General information
- Founded: 1936
- Folded: 1938
- Stadium: Braves Field Fenway Park
- Headquartered: Boston
- Colors: Green, gold

Personnel
- Head coach: George Kenneally

Team history
- Boston Shamrocks (1936–37)

League / conference affiliations
- American Football League (1936–37)

Championships
- AFL 2 Championships: 1 1936

= Boston Shamrocks (AFL) =

Professional American football team (1936–38)

The Boston Shamrocks were a professional American football team based in Boston, Massachusetts. The team played in the second American Football League from 1936 to 1937, followed by at least one year as an independent in 1938. The team was coached by George Kenneally and split its games between Braves Field and Fenway Park.

The Shamrocks were a successful franchise in the AFL, outdrawing the NFL's Boston Redskins and prompting George Preston Marshall to move the Redskins to Washington, D.C., where the team remains. During the 1936 American Football League season, the Shamrocks won the league's championship. The Shamrocks did not fare so well in 1937, falling to a 2–7 record that year.
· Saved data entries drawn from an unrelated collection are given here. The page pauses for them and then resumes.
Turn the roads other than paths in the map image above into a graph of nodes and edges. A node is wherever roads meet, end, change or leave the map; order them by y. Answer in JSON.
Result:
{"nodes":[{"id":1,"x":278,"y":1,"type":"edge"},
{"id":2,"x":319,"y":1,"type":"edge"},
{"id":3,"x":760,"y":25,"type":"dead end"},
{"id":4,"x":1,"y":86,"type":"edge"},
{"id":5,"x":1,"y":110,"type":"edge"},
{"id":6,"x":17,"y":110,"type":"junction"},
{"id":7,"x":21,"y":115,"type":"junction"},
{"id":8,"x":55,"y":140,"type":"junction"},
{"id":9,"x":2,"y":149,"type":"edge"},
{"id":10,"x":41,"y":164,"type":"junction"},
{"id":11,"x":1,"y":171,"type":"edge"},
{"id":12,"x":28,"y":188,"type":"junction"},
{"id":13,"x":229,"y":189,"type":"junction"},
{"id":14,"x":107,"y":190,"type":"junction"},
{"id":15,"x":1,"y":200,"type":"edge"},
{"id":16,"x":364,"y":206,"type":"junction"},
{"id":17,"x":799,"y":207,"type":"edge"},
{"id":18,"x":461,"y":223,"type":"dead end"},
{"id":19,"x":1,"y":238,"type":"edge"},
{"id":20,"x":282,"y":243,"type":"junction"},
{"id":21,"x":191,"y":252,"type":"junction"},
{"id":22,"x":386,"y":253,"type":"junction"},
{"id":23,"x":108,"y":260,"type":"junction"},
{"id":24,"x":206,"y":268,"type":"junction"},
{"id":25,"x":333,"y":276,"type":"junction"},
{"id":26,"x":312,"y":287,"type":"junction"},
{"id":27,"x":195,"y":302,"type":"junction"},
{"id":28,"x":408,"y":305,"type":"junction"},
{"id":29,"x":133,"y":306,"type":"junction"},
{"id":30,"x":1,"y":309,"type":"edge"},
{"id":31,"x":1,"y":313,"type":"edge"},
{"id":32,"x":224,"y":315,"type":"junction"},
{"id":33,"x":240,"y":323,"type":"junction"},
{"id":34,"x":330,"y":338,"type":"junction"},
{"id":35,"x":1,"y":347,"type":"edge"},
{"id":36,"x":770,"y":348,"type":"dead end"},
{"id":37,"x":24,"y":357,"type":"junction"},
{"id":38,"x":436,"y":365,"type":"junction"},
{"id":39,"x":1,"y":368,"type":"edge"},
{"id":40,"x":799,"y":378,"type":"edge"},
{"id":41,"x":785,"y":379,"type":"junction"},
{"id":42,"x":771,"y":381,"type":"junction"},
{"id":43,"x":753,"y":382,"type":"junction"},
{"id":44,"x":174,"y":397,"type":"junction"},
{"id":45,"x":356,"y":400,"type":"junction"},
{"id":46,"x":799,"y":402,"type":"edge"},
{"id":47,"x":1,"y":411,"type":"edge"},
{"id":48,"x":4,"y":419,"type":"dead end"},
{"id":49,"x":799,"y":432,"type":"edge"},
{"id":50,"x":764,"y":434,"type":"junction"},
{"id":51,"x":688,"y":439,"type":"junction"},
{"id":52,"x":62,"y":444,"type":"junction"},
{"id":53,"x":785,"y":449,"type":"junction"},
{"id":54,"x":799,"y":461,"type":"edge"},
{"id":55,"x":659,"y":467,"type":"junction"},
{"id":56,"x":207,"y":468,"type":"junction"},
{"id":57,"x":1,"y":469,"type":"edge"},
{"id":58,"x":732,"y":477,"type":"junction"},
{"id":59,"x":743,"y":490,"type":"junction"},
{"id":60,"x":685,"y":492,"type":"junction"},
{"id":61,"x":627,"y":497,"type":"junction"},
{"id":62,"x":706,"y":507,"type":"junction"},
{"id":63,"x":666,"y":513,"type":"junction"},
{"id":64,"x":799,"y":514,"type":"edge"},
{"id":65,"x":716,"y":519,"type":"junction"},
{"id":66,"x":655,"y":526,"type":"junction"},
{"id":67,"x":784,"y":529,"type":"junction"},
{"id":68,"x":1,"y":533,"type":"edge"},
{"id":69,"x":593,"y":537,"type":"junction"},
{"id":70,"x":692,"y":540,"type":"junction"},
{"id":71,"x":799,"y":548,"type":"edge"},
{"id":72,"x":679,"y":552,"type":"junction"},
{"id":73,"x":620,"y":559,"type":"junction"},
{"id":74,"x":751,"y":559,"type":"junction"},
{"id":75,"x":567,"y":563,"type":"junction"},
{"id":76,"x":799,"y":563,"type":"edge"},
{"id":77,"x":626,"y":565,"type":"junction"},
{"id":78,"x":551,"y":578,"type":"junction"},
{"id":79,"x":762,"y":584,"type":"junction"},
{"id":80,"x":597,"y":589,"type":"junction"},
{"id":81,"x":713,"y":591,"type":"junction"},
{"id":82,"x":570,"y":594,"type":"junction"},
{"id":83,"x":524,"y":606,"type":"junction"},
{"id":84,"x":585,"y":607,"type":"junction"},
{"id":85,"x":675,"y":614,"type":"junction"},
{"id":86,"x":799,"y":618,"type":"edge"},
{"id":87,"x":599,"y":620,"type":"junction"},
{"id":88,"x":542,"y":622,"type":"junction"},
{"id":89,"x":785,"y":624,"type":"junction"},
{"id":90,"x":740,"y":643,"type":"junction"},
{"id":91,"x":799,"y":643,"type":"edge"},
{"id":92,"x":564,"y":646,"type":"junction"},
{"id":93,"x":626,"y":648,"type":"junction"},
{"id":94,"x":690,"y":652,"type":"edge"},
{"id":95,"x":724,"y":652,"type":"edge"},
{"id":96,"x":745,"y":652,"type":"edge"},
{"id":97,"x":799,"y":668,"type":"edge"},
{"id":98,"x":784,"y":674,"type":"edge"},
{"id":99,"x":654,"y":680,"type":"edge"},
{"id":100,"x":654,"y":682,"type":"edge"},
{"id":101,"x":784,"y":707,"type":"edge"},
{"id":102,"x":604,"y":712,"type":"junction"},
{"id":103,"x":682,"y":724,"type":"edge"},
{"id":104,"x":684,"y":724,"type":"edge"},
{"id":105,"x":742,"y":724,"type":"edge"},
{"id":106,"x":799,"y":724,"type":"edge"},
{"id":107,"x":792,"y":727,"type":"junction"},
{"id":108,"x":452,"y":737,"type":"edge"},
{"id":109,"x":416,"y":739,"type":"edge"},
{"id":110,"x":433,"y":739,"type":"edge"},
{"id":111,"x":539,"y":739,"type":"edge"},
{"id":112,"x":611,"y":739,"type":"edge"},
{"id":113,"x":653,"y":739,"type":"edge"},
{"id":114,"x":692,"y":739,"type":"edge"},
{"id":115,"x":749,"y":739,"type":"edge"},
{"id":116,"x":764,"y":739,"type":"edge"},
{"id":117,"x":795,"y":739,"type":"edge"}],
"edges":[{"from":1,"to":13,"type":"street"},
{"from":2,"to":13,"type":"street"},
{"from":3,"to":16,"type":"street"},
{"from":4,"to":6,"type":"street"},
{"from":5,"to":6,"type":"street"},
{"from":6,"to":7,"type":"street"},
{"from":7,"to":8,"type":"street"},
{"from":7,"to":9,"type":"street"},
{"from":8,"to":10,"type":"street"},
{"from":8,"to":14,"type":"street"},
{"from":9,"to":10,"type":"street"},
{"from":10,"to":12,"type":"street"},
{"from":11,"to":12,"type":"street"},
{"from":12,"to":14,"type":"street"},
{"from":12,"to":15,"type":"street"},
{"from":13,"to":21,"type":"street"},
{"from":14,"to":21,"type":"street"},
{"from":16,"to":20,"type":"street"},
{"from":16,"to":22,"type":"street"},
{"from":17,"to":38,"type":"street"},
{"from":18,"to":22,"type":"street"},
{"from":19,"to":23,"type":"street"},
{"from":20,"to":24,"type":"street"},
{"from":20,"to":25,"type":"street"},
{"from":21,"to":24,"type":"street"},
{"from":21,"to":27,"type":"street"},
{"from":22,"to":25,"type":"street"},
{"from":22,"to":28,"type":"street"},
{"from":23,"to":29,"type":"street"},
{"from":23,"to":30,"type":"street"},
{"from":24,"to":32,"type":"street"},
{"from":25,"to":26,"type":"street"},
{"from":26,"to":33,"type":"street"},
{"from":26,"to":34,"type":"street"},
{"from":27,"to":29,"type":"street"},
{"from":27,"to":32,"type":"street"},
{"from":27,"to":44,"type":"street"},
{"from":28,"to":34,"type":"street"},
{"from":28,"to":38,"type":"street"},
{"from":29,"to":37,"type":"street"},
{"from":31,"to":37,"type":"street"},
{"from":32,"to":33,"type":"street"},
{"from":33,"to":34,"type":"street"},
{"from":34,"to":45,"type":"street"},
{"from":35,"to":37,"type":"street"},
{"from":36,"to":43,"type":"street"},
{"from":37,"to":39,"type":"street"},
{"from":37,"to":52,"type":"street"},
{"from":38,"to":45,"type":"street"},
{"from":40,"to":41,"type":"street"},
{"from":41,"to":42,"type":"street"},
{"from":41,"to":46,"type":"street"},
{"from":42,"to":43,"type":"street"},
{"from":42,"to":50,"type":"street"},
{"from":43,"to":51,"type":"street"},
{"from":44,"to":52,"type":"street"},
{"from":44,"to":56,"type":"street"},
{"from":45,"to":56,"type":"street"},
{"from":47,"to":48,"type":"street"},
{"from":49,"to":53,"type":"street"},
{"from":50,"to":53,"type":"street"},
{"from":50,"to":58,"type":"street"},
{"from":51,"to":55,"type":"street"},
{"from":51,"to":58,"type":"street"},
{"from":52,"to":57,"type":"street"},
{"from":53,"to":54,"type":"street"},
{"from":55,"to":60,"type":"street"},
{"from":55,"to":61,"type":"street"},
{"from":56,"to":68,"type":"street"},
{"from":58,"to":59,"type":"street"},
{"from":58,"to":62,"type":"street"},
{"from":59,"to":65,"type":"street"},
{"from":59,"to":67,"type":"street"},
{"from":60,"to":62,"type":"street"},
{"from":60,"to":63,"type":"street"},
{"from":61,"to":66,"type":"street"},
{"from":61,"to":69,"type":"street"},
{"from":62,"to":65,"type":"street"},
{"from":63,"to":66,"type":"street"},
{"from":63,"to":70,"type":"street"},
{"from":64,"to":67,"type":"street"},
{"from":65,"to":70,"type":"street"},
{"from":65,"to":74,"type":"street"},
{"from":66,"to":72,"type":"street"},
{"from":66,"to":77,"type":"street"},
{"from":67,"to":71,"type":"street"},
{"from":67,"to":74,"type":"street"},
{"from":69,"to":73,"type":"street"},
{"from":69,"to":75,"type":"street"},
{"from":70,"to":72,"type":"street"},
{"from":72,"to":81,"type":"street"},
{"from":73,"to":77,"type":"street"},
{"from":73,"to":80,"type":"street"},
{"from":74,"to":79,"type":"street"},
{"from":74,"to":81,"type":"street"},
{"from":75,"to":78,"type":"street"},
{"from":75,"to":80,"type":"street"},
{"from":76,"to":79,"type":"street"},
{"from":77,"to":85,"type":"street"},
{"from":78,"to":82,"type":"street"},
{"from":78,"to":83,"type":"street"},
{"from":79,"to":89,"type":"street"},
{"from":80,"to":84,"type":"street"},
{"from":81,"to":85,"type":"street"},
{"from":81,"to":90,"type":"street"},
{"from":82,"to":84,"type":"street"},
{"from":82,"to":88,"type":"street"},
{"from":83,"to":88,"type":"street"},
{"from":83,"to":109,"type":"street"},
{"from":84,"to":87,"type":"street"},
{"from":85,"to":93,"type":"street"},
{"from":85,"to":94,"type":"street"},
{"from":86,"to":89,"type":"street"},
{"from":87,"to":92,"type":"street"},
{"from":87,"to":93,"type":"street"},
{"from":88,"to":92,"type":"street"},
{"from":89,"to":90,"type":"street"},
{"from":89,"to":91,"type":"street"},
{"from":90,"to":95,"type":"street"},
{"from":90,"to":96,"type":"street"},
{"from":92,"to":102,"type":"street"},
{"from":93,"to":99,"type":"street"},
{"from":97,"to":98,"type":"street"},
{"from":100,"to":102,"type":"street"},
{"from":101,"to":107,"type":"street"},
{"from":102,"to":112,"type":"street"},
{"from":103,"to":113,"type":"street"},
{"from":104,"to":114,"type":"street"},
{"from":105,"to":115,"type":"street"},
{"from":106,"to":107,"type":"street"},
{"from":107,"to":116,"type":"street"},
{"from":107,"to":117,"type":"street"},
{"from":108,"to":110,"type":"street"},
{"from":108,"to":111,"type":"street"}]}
During that year, the team managed to sign former Heisman Trophy winner Larry Kelley to a one-game contract; Kelley reneged on the deal and never played.

After the failure of the second AFL (and no apparent effort to join the succeeding minor leagues), the Shamrocks continued as an independent, picking up mostly players that had been released from the Pittsburgh Pirates (now the Pittsburgh Steelers). The Steelers, led by Byron White, defeated the Shamrocks 16–6 that year.